Perfect Dark: The Gameplay Presentation Was More Real than Many Think! [VIDEO]

Following the closure of The Initiative and the cancellation of its reboot, a former developer claimed that what we saw wasn’t entirely fake.

 

This week, as part of Microsoft‘s massive layoffs, the company shut down The Initiative and cancelled the Perfect Dark reboot, which was first announced in 2020 and had gameplay shown at the 2024 Xbox Games Showcase. The eco sci-fi shooter showcased Joanna Dark after an introductory scene in which she arrives in Garden City in a wingsuit, as well as her target, Carrington. The footage showed Dark using spy gadgets, such as a voice recorder, to trick the security system, as well as detective vision overlays, parkour, and exceptionally sharp combat and melee animations.

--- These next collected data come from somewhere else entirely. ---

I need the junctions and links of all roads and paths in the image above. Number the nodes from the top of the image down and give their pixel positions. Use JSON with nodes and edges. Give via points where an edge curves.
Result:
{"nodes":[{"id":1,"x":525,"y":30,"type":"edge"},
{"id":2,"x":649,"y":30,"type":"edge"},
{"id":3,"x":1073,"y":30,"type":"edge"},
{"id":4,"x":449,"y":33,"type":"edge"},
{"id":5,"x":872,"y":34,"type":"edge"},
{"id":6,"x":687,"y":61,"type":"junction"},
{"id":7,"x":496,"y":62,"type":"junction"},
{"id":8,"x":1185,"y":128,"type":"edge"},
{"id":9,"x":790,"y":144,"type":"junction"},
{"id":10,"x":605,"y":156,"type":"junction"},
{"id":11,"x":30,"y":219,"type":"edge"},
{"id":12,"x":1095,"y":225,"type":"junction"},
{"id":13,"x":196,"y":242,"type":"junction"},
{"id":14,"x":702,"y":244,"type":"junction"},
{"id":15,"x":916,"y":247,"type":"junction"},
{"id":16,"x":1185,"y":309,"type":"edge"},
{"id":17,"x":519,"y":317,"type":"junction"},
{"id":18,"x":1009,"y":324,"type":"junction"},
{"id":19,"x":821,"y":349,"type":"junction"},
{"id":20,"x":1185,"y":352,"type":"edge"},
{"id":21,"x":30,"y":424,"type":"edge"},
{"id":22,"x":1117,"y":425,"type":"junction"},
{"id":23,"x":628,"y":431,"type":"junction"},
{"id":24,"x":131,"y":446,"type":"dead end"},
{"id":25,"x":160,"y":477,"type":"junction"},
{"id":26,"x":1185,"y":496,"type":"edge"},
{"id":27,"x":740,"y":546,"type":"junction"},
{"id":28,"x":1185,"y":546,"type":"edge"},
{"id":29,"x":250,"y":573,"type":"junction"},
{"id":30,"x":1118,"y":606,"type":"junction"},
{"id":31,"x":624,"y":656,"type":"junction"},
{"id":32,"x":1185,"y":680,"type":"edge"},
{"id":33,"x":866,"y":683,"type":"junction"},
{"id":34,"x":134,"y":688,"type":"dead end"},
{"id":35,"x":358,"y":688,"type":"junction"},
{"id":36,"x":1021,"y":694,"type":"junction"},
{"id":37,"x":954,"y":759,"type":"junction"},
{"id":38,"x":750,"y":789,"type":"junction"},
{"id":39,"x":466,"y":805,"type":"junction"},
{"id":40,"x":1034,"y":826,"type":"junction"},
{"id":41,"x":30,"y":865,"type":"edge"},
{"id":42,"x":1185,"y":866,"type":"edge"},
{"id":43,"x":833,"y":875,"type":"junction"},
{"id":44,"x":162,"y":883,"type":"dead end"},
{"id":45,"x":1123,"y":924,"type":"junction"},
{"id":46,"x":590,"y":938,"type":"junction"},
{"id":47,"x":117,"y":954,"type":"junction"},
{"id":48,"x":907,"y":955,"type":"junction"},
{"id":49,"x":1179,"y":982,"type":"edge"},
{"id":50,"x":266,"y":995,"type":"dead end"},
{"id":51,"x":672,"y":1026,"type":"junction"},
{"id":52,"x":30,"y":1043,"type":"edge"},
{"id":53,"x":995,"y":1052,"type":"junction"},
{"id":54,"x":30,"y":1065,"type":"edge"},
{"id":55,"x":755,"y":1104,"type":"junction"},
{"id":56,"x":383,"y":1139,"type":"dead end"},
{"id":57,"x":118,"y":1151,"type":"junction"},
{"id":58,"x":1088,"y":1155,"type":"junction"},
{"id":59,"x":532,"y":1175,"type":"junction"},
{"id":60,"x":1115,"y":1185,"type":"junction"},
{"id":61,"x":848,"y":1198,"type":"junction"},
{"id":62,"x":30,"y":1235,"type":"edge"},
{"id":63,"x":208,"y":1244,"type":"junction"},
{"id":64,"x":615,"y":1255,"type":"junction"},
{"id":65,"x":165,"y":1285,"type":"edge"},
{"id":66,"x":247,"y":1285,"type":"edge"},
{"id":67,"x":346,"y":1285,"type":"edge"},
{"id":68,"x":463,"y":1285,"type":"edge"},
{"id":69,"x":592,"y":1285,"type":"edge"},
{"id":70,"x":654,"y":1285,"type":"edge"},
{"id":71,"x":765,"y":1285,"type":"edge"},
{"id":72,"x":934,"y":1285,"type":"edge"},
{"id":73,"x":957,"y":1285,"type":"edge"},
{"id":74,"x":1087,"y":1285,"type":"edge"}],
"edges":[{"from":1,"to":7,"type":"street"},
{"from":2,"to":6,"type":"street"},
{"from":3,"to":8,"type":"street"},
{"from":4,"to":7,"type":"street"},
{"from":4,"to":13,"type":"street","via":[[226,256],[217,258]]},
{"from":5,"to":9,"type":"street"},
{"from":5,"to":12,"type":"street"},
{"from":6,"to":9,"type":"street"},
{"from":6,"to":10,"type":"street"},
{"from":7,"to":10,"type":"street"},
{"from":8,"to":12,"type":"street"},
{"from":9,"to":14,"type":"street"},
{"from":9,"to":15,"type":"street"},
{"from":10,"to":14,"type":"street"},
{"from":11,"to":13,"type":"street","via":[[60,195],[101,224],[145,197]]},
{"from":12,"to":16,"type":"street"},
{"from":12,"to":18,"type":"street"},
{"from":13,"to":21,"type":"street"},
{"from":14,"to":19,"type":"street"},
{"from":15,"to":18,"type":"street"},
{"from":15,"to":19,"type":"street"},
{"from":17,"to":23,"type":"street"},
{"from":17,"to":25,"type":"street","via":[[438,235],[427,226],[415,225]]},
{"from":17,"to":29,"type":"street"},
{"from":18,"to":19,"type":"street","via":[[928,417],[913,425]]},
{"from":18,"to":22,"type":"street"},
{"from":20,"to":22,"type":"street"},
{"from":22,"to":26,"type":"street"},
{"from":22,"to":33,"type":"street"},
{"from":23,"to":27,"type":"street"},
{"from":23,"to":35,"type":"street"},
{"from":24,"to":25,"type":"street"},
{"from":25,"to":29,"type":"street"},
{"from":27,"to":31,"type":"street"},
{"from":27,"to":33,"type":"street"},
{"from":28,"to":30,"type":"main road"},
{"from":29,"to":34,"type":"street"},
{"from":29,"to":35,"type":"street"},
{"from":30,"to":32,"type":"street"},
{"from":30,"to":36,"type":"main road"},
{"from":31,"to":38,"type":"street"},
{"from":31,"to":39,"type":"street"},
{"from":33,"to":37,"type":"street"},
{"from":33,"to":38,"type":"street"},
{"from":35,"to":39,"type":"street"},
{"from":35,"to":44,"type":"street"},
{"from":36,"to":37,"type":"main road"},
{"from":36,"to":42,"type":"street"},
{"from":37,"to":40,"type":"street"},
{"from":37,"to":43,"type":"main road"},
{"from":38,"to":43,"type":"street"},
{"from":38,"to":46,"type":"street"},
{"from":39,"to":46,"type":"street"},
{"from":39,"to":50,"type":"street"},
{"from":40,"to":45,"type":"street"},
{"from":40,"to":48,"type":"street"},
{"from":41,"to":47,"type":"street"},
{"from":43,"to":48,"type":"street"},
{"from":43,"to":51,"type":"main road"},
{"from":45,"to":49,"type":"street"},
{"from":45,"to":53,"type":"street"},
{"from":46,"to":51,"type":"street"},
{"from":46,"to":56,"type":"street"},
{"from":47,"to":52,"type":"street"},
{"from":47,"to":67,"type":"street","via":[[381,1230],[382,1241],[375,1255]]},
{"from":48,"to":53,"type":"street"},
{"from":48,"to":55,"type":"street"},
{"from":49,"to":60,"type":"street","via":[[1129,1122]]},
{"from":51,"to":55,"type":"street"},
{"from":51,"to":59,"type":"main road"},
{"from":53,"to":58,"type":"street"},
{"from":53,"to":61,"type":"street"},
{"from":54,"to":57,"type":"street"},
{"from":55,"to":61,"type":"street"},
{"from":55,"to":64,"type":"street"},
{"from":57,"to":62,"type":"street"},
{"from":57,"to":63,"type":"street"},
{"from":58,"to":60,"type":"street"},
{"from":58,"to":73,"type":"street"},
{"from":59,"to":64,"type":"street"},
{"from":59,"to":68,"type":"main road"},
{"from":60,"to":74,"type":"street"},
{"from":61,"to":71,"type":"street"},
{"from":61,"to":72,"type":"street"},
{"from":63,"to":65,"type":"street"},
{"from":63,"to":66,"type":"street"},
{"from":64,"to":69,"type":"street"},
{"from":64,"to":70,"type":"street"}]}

The game approached Perfect Dark in a way that Perfect Dark Zero never managed, despite being developed by Rare. Of course, the original N64 team was already at Free Radical Design by then, a company that has since closed down—twice. After the project’s cancellation, a prominent journalist posted on social media that he’d been told the trailer was fake.

However, a developer who spent three and a half years at The Initiative, and who was one of three people tasked with creating the gameplay footage, pushed back against those claims. Adam McDonald, now a senior designer at Studio MDHR (makers of Cuphead), explained his involvement and what was actually shown in the video on BlueSky. McDonald left The Initiative a few months after the gameplay was unveiled, but believes his former team made significant progress in the months since.

“It’s actually in-engine. I was one of three level designers who worked on it. It works best if you play it like the person in the video, but it still works if you don’t hit the marks perfectly. I’m seeing some ‘the gameplay demo was all bullshit’ posts, and I’ll tell you, it’s probably more real than you think. We figured stuff out on the fly in time to include it in the demo and did our best not to ‘lie’ to players. Some of it is fake, but a lot of it is real. Some of it is fake, and the real gameplay systems shown worked just enough to look good in this video. We made real design decisions quickly so as not to knowingly mislead players about what the game will be like.

The parkour and hacking/deception are real. The combat is ‘real’ in that someone had to do all of the actions shown in the video. However, it’s designed to be played a specific way and doesn’t work well if played differently. I’d say it was a pretty typical ‘vertical slice,’ and I don’t think we were deceptive. We had prototypes of a lot of the gameplay and quickly polished them up for the showcase. We didn’t start from scratch and mock something up. This vertical slice was also not the only thing the team was building at the time it was shown. Other parts of the game were coming along,” wrote McDonald.

This is a common feature of vertical slices and gameplay demos in general. These are often highly scripted and prone to breaking if the player deviates from the intended path. User interface elements and overlay messages may have been added after the fact, which is likely the case with many demos released years ahead of a game’s launch.

Meanwhile, Joanna Dark‘s voice actress, Alix Wilton Regan (best known as the female player character in Dragon Age: Inquisition), is trying desperately to save the project. On Twitter, she mourned the game’s cancellation, and the following day posted an even more direct call to action—urging fans to speak up if they want Perfect Dark to survive and using the hashtag #PerfectPickUp. Regan isn’t the only actor disappointed by the cancellation: Elias Toufexis, the somber voice of Adam Jensen, said he’d blocked out several days for his role in the game. Now, with its cancellation, he won’t receive the thousands of dollars he was expecting.

Toufexis, who will voice the protagonist in Hell is Us, continued: “Now, for every game I do as a director or actor, I wake up hoping it won’t be canceled. I’m a freelance contract worker, and I have other games and series. The developers, designers, and writers are employees, and now they’re unemployed. This happens way too often.” In another tweet, he clarified: “This is a bit of an incorrect reading of what I said. I had days held for my work on the game that would have been thousands dollars of work upcoming. I didn’t literally lose money owed or anything. Just want to clear that up.”

Microsoft probably won’t simply hand over the abandoned project to anyone who asks for it, but hopefully, the team and their work will find some kind of home.